Before the video collage was even a concept, Menick put the idea to pen in an essay titled "Dream Factory," which was published in an issue of Frieze magazine. In the essay, Menick refers to Freud as a living, timeless entity, a being that is at least partially detached from the historical figure, disembodied and maintained as a living memory through these character parts from film to film. The essay follows Freud's reactions and responses to the different reiterations of the same character and gives the reader a sense of connection to Freud as something of an evolving idea, rather than simply a long-dead psychoanalyst with dozens of onscreen credits.
"When I finished the essay," Menick notes, "I thought, This would make a pretty good video, because there was so much visual material... so I thought, OK, I'll do a video.
"So I proposed it as a project for dOCUMENTA," Menick continues, "and I made the mistake of trying to do a straight adaptation and having a voiceover in Freud's voice, and it was a really boneheaded move. It just didn't work at all, so I threw it out and decided no voiceover, only the cinematic clips and any of Freud's voice we have has to come from the source material. It's a very different piece, kind of a dreamlike, free-association experience, and I think that's a good way to have this -- the book over here and the video over there."
The video and the essay -- disparate yet complementary works -- are now up on Menick's website.
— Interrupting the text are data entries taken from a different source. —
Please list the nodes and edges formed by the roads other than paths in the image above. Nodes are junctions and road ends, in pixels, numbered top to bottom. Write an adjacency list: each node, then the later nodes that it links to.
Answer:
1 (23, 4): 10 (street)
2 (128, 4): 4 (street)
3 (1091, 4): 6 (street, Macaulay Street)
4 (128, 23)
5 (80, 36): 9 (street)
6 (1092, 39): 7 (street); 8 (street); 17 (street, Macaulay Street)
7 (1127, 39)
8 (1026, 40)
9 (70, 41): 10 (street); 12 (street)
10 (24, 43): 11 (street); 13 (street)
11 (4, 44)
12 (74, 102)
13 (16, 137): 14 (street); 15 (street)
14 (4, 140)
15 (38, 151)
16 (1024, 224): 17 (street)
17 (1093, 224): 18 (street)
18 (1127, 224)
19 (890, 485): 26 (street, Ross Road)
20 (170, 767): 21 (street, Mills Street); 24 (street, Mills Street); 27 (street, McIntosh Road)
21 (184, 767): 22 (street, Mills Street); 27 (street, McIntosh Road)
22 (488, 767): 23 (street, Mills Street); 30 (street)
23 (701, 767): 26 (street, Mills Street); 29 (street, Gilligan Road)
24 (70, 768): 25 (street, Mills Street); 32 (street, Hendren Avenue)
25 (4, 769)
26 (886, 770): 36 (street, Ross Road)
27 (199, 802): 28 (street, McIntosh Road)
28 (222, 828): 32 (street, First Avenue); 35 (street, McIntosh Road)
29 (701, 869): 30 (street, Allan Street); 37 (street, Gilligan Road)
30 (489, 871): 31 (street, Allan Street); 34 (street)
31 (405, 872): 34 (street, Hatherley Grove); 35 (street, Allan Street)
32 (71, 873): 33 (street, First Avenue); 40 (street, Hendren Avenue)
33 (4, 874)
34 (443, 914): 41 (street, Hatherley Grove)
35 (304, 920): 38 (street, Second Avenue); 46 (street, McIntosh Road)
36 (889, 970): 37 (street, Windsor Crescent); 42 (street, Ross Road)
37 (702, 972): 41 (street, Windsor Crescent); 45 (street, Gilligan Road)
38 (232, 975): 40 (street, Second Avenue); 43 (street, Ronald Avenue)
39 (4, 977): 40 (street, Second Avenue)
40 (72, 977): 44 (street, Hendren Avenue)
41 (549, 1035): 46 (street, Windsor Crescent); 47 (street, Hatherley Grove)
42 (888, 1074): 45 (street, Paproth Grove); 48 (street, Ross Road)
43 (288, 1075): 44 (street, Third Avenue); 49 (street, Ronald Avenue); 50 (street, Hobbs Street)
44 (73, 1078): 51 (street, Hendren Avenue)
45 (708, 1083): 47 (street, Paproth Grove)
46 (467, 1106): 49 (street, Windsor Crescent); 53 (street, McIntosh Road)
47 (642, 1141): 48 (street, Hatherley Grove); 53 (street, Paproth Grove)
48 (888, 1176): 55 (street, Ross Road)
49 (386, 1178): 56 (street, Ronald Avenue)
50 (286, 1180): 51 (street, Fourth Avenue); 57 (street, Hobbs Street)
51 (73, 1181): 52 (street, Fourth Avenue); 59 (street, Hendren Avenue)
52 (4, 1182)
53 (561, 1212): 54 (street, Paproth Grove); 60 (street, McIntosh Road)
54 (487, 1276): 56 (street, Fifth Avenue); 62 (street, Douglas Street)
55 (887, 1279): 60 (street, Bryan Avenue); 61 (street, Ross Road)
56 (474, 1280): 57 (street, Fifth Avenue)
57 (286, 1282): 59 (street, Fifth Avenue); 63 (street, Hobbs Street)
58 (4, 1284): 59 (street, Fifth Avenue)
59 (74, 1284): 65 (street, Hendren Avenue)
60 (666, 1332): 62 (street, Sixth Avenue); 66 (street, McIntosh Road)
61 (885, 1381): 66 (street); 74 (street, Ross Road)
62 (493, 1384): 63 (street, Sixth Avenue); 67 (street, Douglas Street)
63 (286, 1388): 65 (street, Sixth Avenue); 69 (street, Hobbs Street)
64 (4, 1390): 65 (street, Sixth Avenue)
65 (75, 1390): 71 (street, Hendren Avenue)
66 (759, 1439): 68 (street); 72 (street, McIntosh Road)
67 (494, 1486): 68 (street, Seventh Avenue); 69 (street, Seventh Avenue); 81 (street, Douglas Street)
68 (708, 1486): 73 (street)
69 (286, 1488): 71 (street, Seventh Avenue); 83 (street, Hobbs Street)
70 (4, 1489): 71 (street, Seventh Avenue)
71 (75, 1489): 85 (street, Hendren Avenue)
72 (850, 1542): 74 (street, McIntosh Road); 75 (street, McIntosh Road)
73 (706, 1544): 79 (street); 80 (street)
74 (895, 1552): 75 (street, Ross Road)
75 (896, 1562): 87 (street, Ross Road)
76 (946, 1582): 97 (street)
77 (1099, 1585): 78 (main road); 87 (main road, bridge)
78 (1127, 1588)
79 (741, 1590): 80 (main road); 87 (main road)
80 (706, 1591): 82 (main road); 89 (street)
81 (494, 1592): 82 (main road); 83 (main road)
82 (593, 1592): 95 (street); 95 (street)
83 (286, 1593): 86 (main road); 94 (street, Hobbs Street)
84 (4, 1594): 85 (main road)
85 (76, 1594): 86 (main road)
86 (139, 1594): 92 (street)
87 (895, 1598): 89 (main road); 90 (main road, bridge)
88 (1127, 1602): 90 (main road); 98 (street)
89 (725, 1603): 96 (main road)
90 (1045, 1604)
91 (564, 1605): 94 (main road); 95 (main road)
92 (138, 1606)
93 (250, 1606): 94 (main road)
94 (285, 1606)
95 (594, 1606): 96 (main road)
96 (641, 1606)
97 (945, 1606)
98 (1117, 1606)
Each does a fine job of informing the other and giving the reader/viewer a wholly satisfying experience.
Together, the projects add up to an incisive look at how pop culture has revisited, revised, and revered Freud over the years.
"The interesting thing is," he says with genuine fascination, "the less seriously science took psychoanalysis, the more Sigmund Freud appeared as a character. So right around the 1950s, when in the United States psychoanalysis' popularity is peaking, he doesn't appear in any movies. Then in 1962, he's in John Huston's Freud, and then 40 years later, he's appearing in five to ten movies a year, when psychoanalysis is at its worst in terms of the scientific community."
And while Freud's onscreen depictions range from the sternly serious end of the spectrum -- in films such as Cronenberg's A Dangerous Method, to the strictly ridiculous, as seen in Star Trek: The Next Generation, in which a holodeck version of Freud informs the gold-skinned android Data that he is a "polymorphously perverse individual" -- Menick finds the diverse renditions rewardingly entertaining, even if their respective films might not be.
"Despite many of the films not being particularly good," Menick admits, "there was a real pleasure and joy in seeing how Freud was being used, whether he was the butt of a joke or a gag of some sort. For instance, Alan Arkin's camp portrayal of him in The Seven-Per-Cent Solution is kind of nuts, and I felt that if my video and the essay didn't at least have some of that, then it would have been a complete failure."